Dataset World Food Facts - Rostlab/DM_CS_WS_2016-17 GitHub Wiki

Dataset World Food Facts

  • Proposer: Vivek Sethia- @vivek-sethia - [email protected]

  • Team Members: 0. Vivek Sethia @vivek-sethia 0. Muhammad Triwindu Prasetya @winduprasetya 0. Andreas Kammerloher @Odin94

  • Votes:

    1. 🙋 _ @winduprasetya
    2. 🙋 _ @Odin94
    3. 🙋 _ @ishaanraj

Summary

The Open Food facts is a database for food products and is for everyone to use and contribute. It contains information about origin of the various food items, allergens, ingredients, nutritional content etc. It is developed by a non-profit association of volunteers.
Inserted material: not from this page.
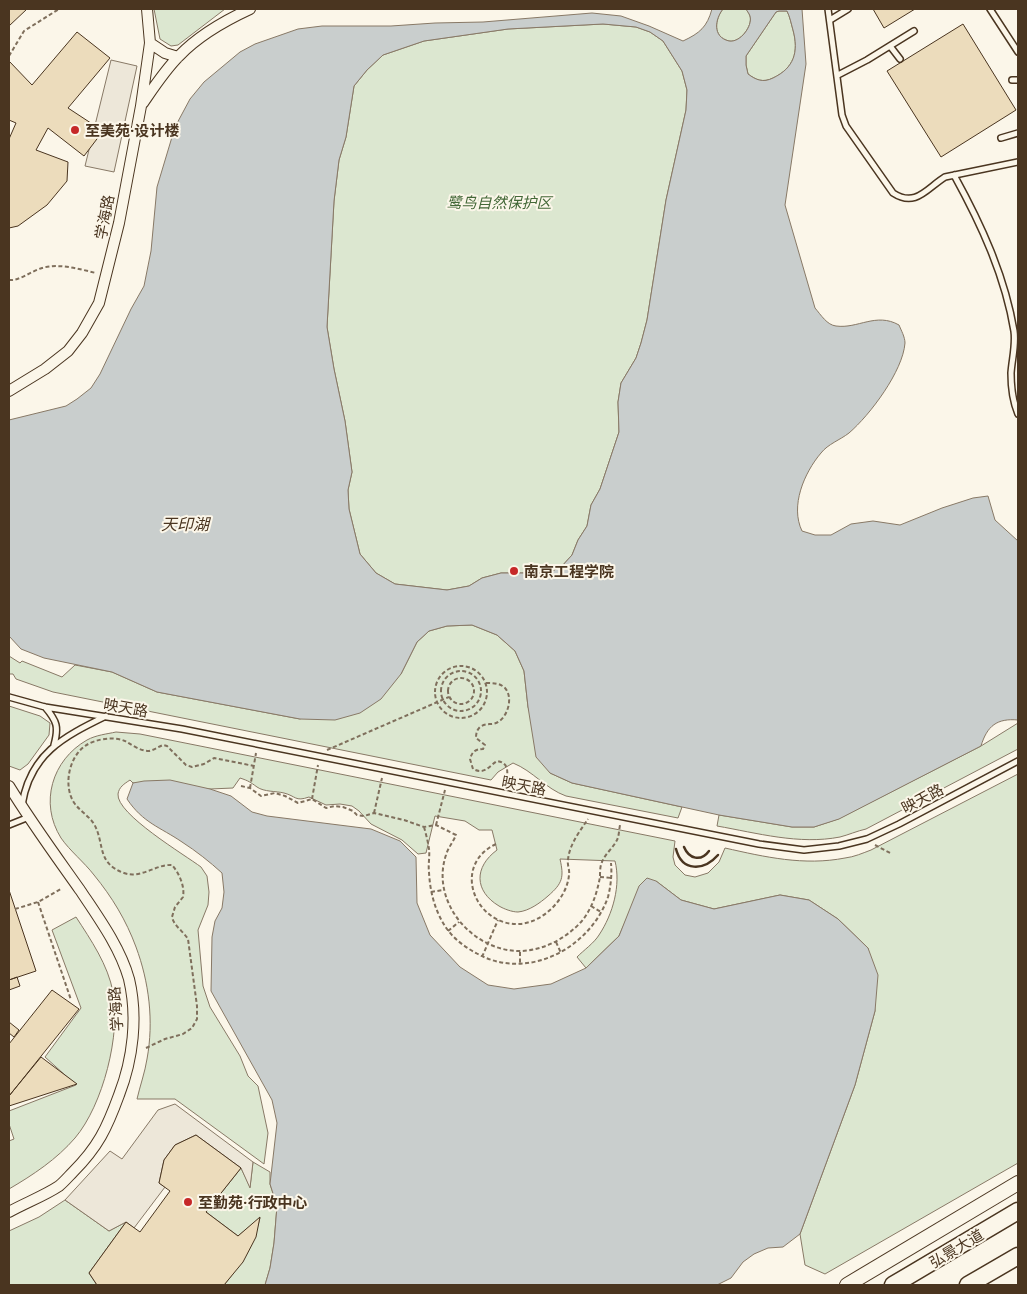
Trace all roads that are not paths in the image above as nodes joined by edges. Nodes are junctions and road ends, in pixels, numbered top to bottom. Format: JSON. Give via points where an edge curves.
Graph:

This database can help us in planning our diets based on requirements of our body.

Prediction Goals

  • Classification of food based on vitamins or other minerals/nutrients.
  • Classifying countries based on nutritional intake/value
  • Grouping of food based on common ingredients.
  • Depicting carbon footprint of the food which might help us understand about global warming.
  • And so on and so forth.

Weekly Progress

Week 01 (W46 Nov16) World Food Facts -- Summary:

  • Maximum number of food entries are from France.
  • Outliers are present in different attributes , for. e.g Carbohydrates per 100g is more than 100.
  • Duplicate or redundant values present for attributes like Countries.
  • Some attributes are filled with values to be completed which needs to be investigated.
  • Other datasets required for verification and overcoming missing values.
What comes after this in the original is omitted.